Altamira sobrecoge por todo eso y por mucho más. Fundamentalmente por saberse en el origen de algo, en un punto de partida por excelencia. Desde el punto de vista artístico, podríamos decir que estar allí significa encontrarse con el o la primera artista. Y es que Altamira no es solo un lugar, es un icono universal. Su influencia perdura a lo largo del tiempo no solo como tesoro histórico, sino también como paradigma de la creatividad y la inspiración que sigue ejerciendo en la cultura contemporánea. Altamira es una celebridad, una diva, una rockstar.

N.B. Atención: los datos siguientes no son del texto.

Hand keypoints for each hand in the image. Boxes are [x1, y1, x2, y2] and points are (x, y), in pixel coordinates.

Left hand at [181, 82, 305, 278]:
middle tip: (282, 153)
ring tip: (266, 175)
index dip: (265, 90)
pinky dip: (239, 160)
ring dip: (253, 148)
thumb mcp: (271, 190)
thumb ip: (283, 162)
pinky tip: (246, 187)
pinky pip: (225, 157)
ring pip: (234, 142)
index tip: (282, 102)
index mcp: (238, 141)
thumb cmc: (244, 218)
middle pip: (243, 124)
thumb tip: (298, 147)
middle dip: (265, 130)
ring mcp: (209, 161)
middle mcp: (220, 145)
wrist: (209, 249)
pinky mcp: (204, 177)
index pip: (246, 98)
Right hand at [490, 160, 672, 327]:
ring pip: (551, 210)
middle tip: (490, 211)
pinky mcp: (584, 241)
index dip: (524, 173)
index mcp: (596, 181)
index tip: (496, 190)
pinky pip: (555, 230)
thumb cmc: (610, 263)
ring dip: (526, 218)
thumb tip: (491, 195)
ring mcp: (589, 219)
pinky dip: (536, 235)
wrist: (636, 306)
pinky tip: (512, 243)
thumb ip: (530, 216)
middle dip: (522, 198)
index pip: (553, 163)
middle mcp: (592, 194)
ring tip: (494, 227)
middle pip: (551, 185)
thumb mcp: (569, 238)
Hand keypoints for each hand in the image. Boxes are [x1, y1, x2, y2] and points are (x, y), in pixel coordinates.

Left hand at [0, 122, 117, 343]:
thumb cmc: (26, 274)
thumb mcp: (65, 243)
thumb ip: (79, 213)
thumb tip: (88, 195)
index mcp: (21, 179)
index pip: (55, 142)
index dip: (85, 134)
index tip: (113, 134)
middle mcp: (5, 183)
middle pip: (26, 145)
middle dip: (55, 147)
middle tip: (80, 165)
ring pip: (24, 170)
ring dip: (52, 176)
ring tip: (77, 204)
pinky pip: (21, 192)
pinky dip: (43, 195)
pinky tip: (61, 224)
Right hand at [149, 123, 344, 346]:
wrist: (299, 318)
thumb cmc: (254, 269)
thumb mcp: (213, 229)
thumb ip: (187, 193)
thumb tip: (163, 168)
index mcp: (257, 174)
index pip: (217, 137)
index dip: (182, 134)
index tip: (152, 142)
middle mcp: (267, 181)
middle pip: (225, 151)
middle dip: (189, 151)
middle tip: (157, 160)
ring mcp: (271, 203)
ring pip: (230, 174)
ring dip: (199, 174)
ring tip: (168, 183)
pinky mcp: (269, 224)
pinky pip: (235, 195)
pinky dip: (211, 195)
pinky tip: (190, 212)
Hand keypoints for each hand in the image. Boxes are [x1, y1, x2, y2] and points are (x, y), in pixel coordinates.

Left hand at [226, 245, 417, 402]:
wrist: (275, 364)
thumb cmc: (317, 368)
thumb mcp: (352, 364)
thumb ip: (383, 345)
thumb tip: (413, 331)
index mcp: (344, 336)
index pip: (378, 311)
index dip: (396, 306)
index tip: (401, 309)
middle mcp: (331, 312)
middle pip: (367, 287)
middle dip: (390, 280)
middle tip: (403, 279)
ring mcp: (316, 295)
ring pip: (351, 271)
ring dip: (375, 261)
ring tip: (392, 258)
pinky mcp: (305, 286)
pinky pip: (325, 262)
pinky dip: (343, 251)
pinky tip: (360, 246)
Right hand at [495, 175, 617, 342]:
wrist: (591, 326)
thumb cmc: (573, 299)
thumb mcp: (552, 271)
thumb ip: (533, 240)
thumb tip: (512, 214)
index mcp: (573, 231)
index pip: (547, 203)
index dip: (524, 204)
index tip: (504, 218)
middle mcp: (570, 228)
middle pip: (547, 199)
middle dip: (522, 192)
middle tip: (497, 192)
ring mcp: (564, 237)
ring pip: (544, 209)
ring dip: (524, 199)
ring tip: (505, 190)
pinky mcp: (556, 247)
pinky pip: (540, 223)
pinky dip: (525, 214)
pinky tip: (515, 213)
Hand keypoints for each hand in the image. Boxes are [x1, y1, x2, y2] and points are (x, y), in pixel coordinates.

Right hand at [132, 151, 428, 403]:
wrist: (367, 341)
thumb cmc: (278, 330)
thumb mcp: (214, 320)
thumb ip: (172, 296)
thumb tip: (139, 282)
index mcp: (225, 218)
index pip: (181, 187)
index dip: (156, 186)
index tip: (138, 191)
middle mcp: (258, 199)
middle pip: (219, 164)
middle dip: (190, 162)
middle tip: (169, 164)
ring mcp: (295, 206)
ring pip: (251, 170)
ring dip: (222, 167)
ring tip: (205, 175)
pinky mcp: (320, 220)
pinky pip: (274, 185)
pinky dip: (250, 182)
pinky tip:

Hay algo en mi aproximación que trata de mostrar eso mítico y legendario de Altamira como un icono vivo, generando nuevas formas y relaciones a través de su superficie, sus volúmenes y su longeva piel tatuada, con todos sus misterios y códigos aún por descifrar. Con una actitud poética, aun usando la herramienta analítica de un forense -esta vez la luz eléctrica de la civilización y no la cálida intermitencia del fuego-, documentamos el cuerpo y elucubramos sobre sus formas y sus incógnitas para posteriormente construir otro escenario nuevo. Tal vez hay también algo de Dr. Frankenstein en ese deseo de generar y dar vida a una nueva criatura, asumiendo
y abrazando esa belleza anómala y monstruosa a través de una suerte de collage, en este caso fotográfico, cuyas capas
no dejan de ser la continuación de un antiguo palimpsesto.